This room uses machine learning, AI to change shape in response to human behaviour

The origami-style room observes the behaviour of its inhabitants and changes shape in response.

Combining machine learning and kinetic architecture, a team of computational design students in Australia have developed a unique origami-style meeting room that can learn human behaviour and change shape in response to the behaviour of people.

The interactive 'Centaur Pod' is set to adapt to external environmental and human stimuli by moving up and down and changing its shape, said Hank Haeusler, Associate Professor at the University of New South Wales in Australia.

"At the moment, a human can be in the same space as a robot and can interact in the space with the robot, but what we want to do is make space itself become the robot," Haeusler said.

Prototype 'muscle cast' of the Centaur pod. Image courtesy: UNSW Newsroom

Prototype 'muscle cast' of the Centaur pod. Image courtesy: UNSW Newsroom

"Thus when a person in a building moves, behaves or operates in any way, the 'robot' will sense this behaviour and starts learning from this behaviour and other people's behaviour and will create knowledge from the behaviour and the knowledge will translate into the space to change," he noted.

The approximately six-to-nine square metre pavilion explores three main areas, machine learning and artificial intelligence; digital fabrication and robot fabrication; and augmented reality and virtual reality.

This will profoundly change the way architects design, develop and manufacture in the future, the researchers said.
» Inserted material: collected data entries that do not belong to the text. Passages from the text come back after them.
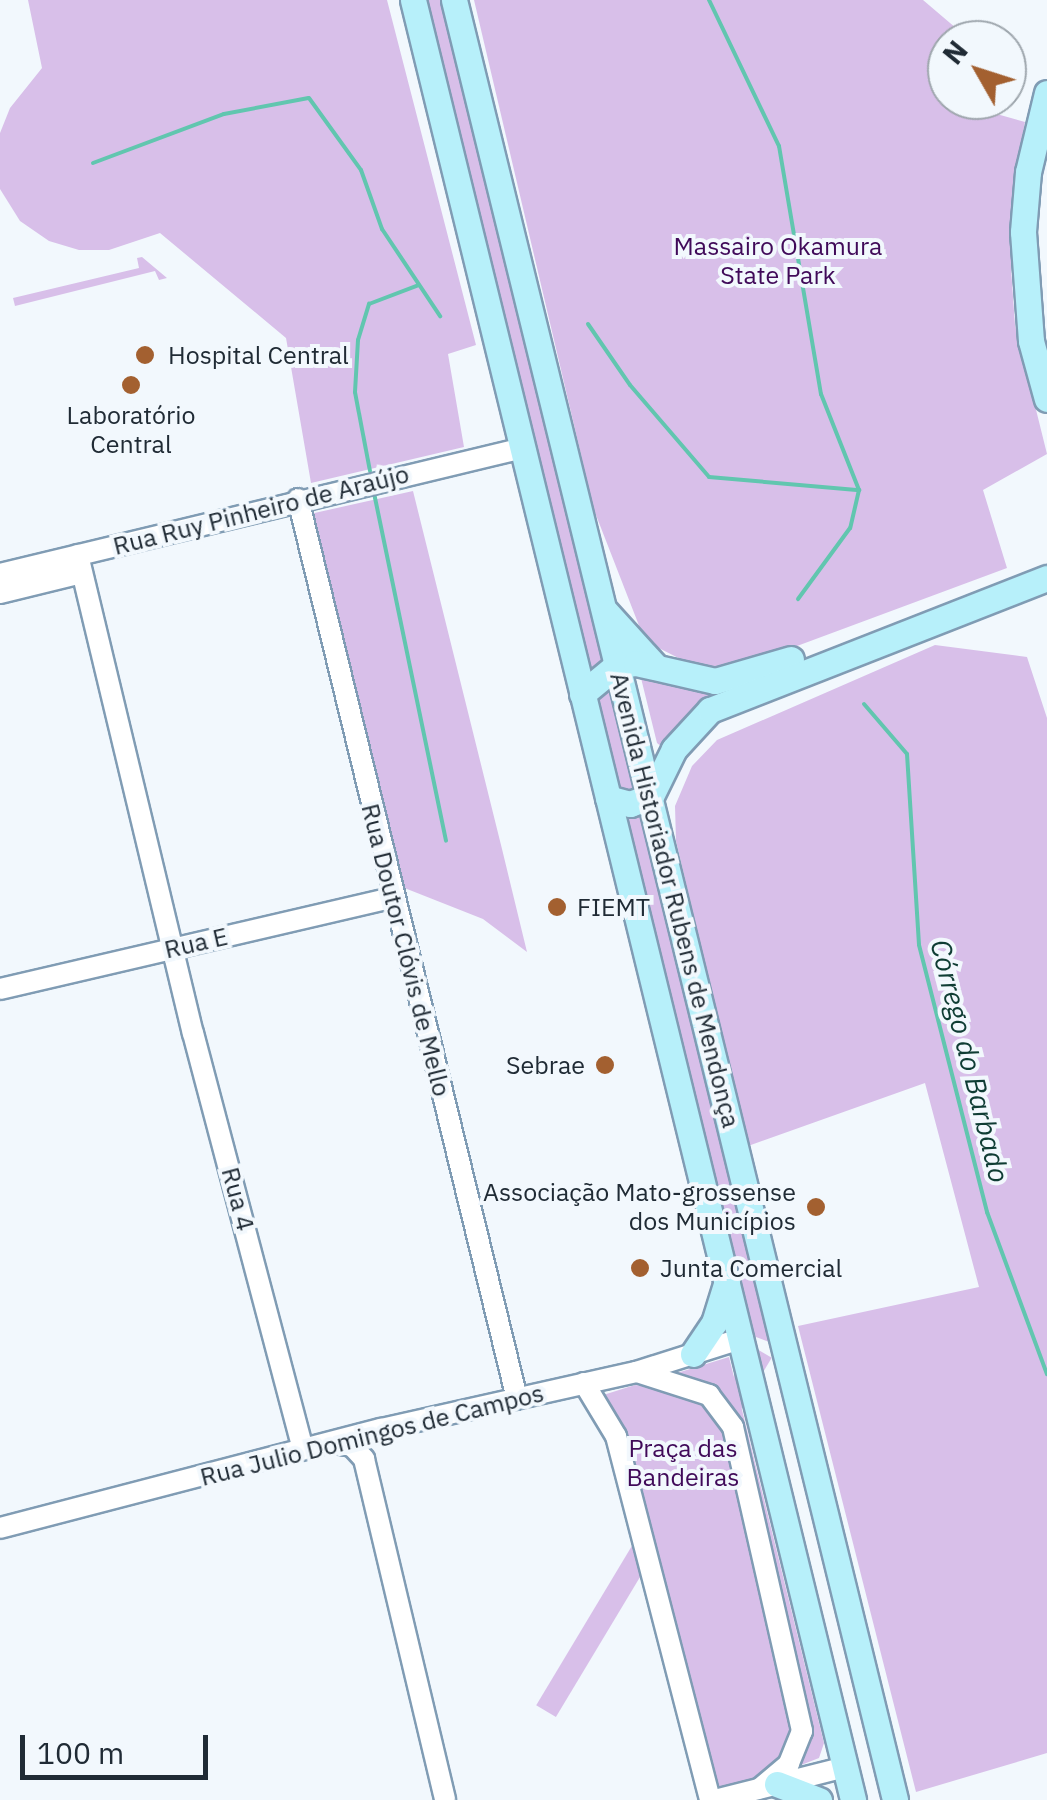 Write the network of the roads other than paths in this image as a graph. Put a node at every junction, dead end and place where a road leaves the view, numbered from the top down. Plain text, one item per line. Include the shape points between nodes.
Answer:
1 (412, 0) edge
2 (454, 0) edge
3 (1047, 93) edge
4 (1044, 383) edge
5 (523, 448) junction
6 (298, 499) junction
7 (1047, 559) edge
8 (80, 564) junction
9 (0, 574) edge
10 (1047, 578) edge
11 (0, 593) edge
12 (604, 609) junction
13 (876, 634) junction
14 (616, 666) junction
15 (656, 668) junction
16 (582, 694) junction
17 (651, 796) junction
18 (608, 798) junction
19 (392, 898) junction
20 (173, 948) junction
21 (0, 989) edge
22 (728, 1277) junction
23 (744, 1338) junction
24 (693, 1354) junction
25 (790, 1364) junction
26 (636, 1372) junction
27 (584, 1383) junction
28 (517, 1400) junction
29 (382, 1429) junction
30 (332, 1442) junction
31 (303, 1450) junction
32 (364, 1460) junction
33 (0, 1528) edge
34 (877, 1730) junction
35 (845, 1766) junction
36 (768, 1786) junction
37 (445, 1800) edge
38 (712, 1800) edge
39 (819, 1800) edge
40 (852, 1800) edge
41 (895, 1800) edge

1 - 5 main road, Avenida Historiador Rubens de Mendonça
2 - 12 main road, Avenida Historiador Rubens de Mendonça
3 - 4 main road via 1028,172 1023,232
5 - 6 street, Rua Ruy Pinheiro de Araújo
5 - 16 main road, Avenida Historiador Rubens de Mendonça
6 - 8 street, Rua Ruy Pinheiro de Araújo
6 - 19 street, Rua Doutor Clóvis de Mello
7 - 13 main road
8 - 9 street, Rua Ruy Pinheiro de Araújo
8 - 11 street, Rua Ruy Pinheiro de Araújo
8 - 20 street, Rua 4
10 - 13 main road
12 - 14 main road, Avenida Historiador Rubens de Mendonça
12 - 15 main road
13 - 15 main road via 734,679 692,679
13 - 17 main road via 710,710 674,748
14 - 15 main road
14 - 16 main road
14 - 17 main road, Avenida Historiador Rubens de Mendonça
16 - 18 main road, Avenida Historiador Rubens de Mendonça
17 - 18 main road via 630,804
17 - 25 main road, Avenida Historiador Rubens de Mendonça
18 - 22 main road, Avenida Historiador Rubens de Mendonça
19 - 20 street, Rua E
19 - 28 street, Rua Doutor Clóvis de Mello
20 - 21 street, Rua E
20 - 31 street, Rua 4
22 - 23 main road, Avenida Historiador Rubens de Mendonça
22 - 24 main road via 714,1323
23 - 24 street, Rua Julio Domingos de Campos
23 - 25 main road
23 - 35 main road, Avenida Historiador Rubens de Mendonça
24 - 26 street, Rua Julio Domingos de Campos
25 - 34 main road, Avenida Historiador Rubens de Mendonça
26 - 27 street, Rua Julio Domingos de Campos
26 - 36 street via 709,1395 733,1427 802,1732 789,1764
27 - 28 street, Rua Julio Domingos de Campos
27 - 38 street via 616,1436
28 - 29 street, Rua Julio Domingos de Campos
29 - 30 street, Rua Julio Domingos de Campos
29 - 32 street
30 - 31 street, Rua Julio Domingos de Campos
30 - 32 street via 352,1446
31 - 33 street, Rua Julio Domingos de Campos
32 - 37 street
34 - 35 main road via 866,1753
34 - 41 main road, Avenida Historiador Rubens de Mendonça
35 - 36 street
35 - 40 main road, Avenida Historiador Rubens de Mendonça
36 - 38 street
36 - 39 main road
"We try to push as much as possible the boundaries of conventional architecture and design, and explore what machine learning, biomimicry or creative robotics have to offer for spatial design to use this knowledge as seed to develop architectural design projects," Haeusler said.

"We're looking at how digital fabrication and robot fabrication could shape the way we build buildings or structures," he noted.

The pavilion, being developed in collaboration with Arup — the engineering firm behind the Sydney Opera House — will be constructed next year.